- Assignment: Each line in the entries below that holds the word "street" belongs in the answer.

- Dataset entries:
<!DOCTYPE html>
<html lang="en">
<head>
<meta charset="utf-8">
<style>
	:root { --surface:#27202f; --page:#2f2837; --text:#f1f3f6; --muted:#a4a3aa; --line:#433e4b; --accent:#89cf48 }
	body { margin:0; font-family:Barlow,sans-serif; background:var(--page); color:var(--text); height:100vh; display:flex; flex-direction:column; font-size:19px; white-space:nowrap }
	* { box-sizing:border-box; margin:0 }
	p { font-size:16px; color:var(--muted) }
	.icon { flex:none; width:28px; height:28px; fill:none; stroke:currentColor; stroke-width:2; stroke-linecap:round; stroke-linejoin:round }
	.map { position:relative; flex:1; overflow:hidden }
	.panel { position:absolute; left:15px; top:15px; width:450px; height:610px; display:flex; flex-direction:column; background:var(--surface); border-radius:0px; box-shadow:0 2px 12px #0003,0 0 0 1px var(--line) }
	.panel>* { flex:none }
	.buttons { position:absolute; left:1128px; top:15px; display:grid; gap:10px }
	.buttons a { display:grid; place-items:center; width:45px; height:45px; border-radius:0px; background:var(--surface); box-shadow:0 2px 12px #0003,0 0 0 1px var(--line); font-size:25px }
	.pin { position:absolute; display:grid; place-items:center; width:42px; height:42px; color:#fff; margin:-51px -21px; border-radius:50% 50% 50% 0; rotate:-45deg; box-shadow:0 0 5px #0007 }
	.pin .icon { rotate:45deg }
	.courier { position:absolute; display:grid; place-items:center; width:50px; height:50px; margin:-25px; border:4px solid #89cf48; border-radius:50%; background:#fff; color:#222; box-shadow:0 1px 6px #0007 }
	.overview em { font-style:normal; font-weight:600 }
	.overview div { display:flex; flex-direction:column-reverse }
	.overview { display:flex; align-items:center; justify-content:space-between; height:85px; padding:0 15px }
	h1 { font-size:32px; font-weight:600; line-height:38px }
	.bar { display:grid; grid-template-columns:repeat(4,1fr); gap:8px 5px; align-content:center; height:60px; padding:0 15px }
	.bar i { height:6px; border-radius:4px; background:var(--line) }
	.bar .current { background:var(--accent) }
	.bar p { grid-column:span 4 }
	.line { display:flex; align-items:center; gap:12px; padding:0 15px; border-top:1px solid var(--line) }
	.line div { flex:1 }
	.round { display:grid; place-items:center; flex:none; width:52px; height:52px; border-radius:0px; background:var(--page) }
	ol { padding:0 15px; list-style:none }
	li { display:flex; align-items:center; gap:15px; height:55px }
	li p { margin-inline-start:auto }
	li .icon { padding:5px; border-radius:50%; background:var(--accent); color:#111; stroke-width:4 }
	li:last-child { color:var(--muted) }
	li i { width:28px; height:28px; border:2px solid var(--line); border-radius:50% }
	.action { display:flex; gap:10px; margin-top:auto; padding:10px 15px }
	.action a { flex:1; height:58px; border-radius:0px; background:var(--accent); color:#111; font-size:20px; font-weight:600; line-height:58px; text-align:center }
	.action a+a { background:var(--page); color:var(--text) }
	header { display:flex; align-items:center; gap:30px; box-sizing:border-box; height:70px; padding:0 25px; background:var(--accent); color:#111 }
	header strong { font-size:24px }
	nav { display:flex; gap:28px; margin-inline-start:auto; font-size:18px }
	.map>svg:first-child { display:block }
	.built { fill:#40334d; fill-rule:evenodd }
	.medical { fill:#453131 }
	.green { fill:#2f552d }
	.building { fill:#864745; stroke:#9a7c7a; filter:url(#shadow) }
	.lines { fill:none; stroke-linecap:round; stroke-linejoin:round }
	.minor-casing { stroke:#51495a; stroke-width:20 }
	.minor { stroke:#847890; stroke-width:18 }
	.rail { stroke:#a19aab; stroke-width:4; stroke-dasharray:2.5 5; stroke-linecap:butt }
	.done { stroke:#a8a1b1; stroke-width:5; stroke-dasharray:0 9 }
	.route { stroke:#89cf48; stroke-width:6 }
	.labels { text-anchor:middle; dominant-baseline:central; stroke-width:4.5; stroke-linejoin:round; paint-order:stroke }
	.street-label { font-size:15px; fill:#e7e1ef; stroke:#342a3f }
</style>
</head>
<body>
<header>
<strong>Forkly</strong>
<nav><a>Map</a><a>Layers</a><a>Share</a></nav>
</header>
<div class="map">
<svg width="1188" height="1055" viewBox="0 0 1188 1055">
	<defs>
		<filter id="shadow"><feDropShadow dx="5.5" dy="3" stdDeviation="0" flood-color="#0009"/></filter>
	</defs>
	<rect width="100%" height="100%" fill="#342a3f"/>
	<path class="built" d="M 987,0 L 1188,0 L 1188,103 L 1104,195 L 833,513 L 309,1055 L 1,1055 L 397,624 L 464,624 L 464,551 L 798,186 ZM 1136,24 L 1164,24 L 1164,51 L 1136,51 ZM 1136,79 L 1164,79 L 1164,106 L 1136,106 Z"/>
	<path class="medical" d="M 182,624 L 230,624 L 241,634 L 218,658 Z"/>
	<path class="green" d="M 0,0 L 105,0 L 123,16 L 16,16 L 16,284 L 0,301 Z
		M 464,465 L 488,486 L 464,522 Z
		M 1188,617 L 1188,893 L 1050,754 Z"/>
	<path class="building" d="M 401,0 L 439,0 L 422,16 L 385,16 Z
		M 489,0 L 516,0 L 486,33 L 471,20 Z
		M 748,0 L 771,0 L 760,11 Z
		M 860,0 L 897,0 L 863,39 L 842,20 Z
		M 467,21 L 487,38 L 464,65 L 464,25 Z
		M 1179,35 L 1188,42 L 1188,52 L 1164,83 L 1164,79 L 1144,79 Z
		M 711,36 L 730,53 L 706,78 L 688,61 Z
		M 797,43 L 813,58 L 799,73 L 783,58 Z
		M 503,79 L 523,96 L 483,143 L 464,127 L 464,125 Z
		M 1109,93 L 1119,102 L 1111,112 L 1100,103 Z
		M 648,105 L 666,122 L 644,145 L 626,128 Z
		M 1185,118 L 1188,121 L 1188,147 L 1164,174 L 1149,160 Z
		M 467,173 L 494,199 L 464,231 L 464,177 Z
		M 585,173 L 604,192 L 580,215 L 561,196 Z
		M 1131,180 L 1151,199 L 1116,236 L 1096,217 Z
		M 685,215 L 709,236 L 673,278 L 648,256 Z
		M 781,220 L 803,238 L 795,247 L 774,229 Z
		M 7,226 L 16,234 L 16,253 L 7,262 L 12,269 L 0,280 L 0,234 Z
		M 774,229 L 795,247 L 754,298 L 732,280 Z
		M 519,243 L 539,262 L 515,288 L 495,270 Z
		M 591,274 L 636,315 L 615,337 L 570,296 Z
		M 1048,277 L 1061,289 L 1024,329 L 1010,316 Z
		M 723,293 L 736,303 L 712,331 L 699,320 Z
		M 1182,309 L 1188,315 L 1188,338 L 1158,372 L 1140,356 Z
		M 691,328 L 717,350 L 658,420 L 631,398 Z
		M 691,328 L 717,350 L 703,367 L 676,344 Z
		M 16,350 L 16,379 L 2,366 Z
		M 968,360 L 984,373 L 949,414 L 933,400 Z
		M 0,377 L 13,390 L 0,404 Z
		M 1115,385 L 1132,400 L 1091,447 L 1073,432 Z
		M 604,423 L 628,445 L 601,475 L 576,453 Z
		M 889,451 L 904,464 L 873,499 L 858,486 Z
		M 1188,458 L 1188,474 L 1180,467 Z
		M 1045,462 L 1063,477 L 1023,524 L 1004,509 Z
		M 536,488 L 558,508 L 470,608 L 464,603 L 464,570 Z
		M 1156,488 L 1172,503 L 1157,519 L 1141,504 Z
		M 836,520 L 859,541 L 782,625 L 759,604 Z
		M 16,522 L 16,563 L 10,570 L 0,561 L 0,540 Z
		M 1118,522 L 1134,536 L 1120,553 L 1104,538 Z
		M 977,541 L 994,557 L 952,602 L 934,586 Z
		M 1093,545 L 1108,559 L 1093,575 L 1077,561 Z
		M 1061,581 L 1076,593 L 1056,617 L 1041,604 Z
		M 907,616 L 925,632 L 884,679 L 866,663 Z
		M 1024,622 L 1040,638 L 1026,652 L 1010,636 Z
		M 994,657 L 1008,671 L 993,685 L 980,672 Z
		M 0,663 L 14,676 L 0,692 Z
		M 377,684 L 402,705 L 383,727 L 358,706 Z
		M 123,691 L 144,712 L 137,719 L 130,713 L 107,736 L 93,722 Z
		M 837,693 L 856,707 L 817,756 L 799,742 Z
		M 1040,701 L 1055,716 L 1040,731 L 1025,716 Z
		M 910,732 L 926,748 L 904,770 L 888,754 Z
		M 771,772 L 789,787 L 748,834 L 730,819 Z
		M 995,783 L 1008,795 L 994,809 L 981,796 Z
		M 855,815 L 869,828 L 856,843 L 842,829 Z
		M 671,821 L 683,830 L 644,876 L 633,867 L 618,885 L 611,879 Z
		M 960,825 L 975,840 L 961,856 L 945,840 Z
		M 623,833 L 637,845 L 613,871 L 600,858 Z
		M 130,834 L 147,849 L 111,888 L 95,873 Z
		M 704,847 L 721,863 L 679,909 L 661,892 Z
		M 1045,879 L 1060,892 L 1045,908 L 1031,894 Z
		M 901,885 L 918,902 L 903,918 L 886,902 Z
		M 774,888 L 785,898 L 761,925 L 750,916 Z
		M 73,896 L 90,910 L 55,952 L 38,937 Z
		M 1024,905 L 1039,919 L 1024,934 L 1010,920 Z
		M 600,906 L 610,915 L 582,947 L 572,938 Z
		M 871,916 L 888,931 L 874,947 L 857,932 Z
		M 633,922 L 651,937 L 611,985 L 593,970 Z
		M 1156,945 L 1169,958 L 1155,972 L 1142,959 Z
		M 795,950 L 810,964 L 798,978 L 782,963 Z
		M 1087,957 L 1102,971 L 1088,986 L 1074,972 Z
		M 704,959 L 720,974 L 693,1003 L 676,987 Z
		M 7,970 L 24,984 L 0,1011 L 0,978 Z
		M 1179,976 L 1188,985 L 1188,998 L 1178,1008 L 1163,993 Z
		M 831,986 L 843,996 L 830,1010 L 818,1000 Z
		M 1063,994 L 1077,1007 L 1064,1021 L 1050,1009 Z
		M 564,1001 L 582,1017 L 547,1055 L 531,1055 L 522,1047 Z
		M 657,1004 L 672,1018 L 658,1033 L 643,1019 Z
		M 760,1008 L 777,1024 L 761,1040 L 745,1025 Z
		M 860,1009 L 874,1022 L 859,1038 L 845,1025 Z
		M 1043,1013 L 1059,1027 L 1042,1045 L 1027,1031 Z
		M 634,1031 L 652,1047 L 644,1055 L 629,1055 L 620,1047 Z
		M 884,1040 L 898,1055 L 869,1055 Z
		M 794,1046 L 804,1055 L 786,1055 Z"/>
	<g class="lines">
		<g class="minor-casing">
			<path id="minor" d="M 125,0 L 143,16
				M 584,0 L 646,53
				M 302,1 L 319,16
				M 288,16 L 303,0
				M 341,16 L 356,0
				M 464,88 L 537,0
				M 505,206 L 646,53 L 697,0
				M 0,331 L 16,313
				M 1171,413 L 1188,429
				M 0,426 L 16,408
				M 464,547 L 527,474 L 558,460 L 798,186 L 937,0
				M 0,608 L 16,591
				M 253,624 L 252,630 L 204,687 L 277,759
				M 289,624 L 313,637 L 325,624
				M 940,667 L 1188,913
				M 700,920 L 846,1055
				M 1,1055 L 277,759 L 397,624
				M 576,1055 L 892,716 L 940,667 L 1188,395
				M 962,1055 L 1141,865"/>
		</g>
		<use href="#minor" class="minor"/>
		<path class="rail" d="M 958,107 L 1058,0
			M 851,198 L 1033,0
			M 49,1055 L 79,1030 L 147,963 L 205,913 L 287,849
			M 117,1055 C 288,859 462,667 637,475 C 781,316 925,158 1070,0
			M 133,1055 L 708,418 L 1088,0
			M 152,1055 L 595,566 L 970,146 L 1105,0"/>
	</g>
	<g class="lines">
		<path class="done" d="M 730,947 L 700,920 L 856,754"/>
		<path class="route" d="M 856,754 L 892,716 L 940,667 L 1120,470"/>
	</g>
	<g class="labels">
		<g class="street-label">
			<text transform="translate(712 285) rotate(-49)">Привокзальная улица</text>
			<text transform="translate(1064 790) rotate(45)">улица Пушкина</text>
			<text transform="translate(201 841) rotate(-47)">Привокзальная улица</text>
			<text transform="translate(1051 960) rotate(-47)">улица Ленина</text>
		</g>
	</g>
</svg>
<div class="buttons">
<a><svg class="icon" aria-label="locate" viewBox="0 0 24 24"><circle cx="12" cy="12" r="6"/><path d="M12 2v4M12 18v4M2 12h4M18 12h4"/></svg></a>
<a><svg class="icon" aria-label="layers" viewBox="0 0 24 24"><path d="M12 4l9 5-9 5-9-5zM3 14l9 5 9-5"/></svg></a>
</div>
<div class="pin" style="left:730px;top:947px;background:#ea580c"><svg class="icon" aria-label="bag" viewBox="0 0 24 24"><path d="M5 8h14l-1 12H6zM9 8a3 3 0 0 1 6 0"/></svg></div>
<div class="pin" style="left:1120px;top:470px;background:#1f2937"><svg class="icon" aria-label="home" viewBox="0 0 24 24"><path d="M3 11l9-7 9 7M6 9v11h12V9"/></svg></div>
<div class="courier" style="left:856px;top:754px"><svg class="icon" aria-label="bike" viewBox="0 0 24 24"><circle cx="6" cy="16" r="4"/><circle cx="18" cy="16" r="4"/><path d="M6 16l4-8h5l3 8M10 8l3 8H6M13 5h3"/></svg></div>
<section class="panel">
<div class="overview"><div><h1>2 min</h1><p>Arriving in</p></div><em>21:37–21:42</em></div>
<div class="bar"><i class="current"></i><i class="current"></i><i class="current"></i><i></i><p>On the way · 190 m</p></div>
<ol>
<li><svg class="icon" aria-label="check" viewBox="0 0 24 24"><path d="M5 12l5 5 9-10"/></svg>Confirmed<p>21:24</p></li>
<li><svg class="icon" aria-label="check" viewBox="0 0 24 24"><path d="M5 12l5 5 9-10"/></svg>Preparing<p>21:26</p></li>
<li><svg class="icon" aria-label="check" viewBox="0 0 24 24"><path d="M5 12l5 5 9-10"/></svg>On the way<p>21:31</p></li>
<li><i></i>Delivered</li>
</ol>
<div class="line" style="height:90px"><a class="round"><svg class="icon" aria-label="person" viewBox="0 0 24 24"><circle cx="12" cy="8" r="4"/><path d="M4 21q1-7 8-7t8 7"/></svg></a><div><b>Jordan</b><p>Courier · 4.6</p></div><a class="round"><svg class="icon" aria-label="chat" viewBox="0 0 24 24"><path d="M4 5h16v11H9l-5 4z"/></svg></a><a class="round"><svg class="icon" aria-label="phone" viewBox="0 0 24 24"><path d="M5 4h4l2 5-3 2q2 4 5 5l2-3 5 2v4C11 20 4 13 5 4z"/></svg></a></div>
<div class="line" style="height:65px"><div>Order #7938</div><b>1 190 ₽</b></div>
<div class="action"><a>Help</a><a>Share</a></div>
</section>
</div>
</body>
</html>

- Response area:
	.street-label { font-size:15px; fill:#e7e1ef; stroke:#342a3f }
		<g class="street-label">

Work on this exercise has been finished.